### Activity
Set down all the records below, word for word.

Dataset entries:
★ ★ ★ ★ ★

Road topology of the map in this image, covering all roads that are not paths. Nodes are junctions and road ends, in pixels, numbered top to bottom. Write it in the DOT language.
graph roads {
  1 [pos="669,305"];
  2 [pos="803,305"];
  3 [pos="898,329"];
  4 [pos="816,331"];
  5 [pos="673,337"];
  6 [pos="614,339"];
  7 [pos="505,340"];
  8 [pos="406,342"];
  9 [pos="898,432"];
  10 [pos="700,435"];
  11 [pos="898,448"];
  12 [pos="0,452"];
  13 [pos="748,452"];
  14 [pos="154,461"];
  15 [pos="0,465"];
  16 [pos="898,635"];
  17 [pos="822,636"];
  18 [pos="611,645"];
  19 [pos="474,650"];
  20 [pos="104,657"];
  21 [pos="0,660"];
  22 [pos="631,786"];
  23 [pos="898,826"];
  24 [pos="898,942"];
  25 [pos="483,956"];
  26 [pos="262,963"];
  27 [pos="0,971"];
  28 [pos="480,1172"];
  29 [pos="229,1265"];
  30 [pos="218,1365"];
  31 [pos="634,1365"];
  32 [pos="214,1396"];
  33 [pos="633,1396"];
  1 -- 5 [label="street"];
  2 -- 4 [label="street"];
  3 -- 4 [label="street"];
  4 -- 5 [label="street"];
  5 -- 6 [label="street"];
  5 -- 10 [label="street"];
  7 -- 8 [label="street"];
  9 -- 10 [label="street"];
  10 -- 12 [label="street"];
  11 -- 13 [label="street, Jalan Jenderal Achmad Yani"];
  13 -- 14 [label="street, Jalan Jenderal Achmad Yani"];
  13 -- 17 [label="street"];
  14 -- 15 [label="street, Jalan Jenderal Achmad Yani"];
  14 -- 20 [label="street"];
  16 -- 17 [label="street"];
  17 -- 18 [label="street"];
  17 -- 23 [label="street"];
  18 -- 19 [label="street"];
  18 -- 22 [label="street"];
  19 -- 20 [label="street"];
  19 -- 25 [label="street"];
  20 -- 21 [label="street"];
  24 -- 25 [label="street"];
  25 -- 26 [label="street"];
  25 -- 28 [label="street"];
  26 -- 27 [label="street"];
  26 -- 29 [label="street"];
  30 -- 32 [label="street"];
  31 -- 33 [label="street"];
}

★ ★ ★ ★ ★

### Answer to this task
Road topology of the map in this image, covering all roads that are not paths. Nodes are junctions and road ends, in pixels, numbered top to bottom. Write it in the DOT language.
graph roads {
  1 [pos="669,305"];
  2 [pos="803,305"];
  3 [pos="898,329"];
  4 [pos="816,331"];
  5 [pos="673,337"];
  6 [pos="614,339"];
  7 [pos="505,340"];
  8 [pos="406,342"];
  9 [pos="898,432"];
  10 [pos="700,435"];
  11 [pos="898,448"];
  12 [pos="0,452"];
  13 [pos="748,452"];
  14 [pos="154,461"];
  15 [pos="0,465"];
  16 [pos="898,635"];
  17 [pos="822,636"];
  18 [pos="611,645"];
  19 [pos="474,650"];
  20 [pos="104,657"];
  21 [pos="0,660"];
  22 [pos="631,786"];
  23 [pos="898,826"];
  24 [pos="898,942"];
  25 [pos="483,956"];
  26 [pos="262,963"];
  27 [pos="0,971"];
  28 [pos="480,1172"];
  29 [pos="229,1265"];
  30 [pos="218,1365"];
  31 [pos="634,1365"];
  32 [pos="214,1396"];
  33 [pos="633,1396"];
  1 -- 5 [label="street"];
  2 -- 4 [label="street"];
  3 -- 4 [label="street"];
  4 -- 5 [label="street"];
  5 -- 6 [label="street"];
  5 -- 10 [label="street"];
  7 -- 8 [label="street"];
  9 -- 10 [label="street"];
  10 -- 12 [label="street"];
  11 -- 13 [label="street, Jalan Jenderal Achmad Yani"];
  13 -- 14 [label="street, Jalan Jenderal Achmad Yani"];
  13 -- 17 [label="street"];
  14 -- 15 [label="street, Jalan Jenderal Achmad Yani"];
  14 -- 20 [label="street"];
  16 -- 17 [label="street"];
  17 -- 18 [label="street"];
  17 -- 23 [label="street"];
  18 -- 19 [label="street"];
  18 -- 22 [label="street"];
  19 -- 20 [label="street"];
  19 -- 25 [label="street"];
  20 -- 21 [label="street"];
  24 -- 25 [label="street"];
  25 -- 26 [label="street"];
  25 -- 28 [label="street"];
  26 -- 27 [label="street"];
  26 -- 29 [label="street"];
  30 -- 32 [label="street"];
  31 -- 33 [label="street"];
}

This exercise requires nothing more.